Il 6 gennaio, giorno dell’Epifania, era uno di quei giorni in cui agli schiavi
era concesso di sfilare in processione, da qui probabilmente ebbe origine il
nome di comparsas: potevano uscire in pubblico una volta all’anno, quasi fossero
delle comparse teatrali.
Il governo cominciò a restringere queste attività sin dal 1790 in seguito, nel
1882, divenne obbligatorio, per ogni cabildo, ottenere un permesso da rinnovarsi
di anno in anno e nel 1888, infine, dopo l’abolizione della schiavitù, una legge
proibì la formazione di cabildos di "vecchio stile". Questa pesante ingerenza
nella loro vita ed il pressante intervento legislativo portarono alla scomparsa
di diversi cabildos. Alcuni continuarono ad operare, fuori dalla legge, come
casas de santos, altri si trasformarono in focos culturales.
I tamburi e le danze
Il tratto più importante che caratterizza la provenienza dei tamburi è il
sistema con cui si fissa e si tende la membrana alla cassa: i tamburi fissi
corrispondono ai gruppi bantù; quelli tesi mediante spinotti o tasselli che si
introducono nella cassa indicano la provenienza ararà; infine quelli nei quali
la tensione è data da cunei addossati alla cassa appartengono ai gruppi etnici
originari del Calabar. Anche il modo di percuoterli è differente: con ambe le
mani quelli biconici di origine yoruba, usati nei riti della Santeria, con una
mano ed una corta bacchetta impugnata nell’altra quelli di origine dahomeiana,
usati nel Vodu.
Nelle danze di origine yoruba, in particolare, chi danza adatta i suoi movimenti
e la sua mimica alle espressioni caratteristiche della divinità.
Le stesse sono espresse musicalmente dalla percussione dei tamburi.

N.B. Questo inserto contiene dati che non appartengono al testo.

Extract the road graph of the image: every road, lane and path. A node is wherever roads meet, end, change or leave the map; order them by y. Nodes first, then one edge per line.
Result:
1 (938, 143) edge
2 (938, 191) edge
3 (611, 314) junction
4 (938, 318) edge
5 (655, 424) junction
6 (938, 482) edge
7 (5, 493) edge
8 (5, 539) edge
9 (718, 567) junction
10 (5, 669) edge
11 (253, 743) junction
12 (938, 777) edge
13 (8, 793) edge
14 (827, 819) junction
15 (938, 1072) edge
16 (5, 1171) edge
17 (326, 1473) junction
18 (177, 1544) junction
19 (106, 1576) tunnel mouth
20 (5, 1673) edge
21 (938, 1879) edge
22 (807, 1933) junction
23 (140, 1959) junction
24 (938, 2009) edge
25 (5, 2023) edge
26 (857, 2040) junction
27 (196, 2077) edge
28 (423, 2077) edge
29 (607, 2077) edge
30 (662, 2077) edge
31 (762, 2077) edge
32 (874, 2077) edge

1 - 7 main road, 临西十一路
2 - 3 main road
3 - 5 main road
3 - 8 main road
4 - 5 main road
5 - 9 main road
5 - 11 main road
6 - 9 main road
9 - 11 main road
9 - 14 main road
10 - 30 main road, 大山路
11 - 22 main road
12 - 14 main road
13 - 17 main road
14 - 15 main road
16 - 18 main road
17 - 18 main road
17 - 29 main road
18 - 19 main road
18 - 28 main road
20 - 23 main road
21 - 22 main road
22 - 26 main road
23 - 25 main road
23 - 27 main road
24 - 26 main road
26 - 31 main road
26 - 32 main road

Nel caso di Obatalá, ad esempio, chi balla rende omaggio alla divinità signore
di tutto ciò che è bianco, di tutte le teste, di tutti i sentimenti e di tutti i
corpi; della nascita e di tutto quello che sta molto in alto; della bellezza,
della cultura artistica; divinità pura per eccellenza, è lo scultore che ha
creato gli uomini. Balla languidamente e avanza lentamente e melancolicamente,
come se il peso del mondo sopra le sue spalle non la lasciasse muovere; in ogni
movimento sembra che la terra le stia estraendo energia dal corpo.
Yemayá, la madre della vita, regina del mare e delle acque salate; negra, dai
fianchi larghi, astuta, vede tutto e sa tutto. Muove le sue sottane blu e
bianche, insieme a tutto il corpo, fianchi e seno come fossero onde che si
rompono contro la scogliera…
Il fotografo
Aldo Bianchi, nato a Milano, dove vive e lavora, fotografo free lance, ha
collaborato con riviste nel settore del turismo. Dal 1999 lavora ad un progetto
di studio e di documentazione delle religioni afrocubane. In particolare la sua
ricerca l’ha portato nell’orientale provincia di Santiago dove, oltre alle
tradizioni prettamente cubane come la Santeria ed il Palo Monte, sono ancora
vive quelle legate alla fuga degli schiavi haitiani, come il Vodu cubano.
Dal punto di vista artistico è indubbio il riferimento a Henry Cartier-Bresson,
suo ideale maestro, nella ricerca dell’attimo fuggente e nell’utilizzo della
stessa macchina fotografica: la Leica M, sempre con ottiche corte, per una
migliore presenza “all’interno” della scena.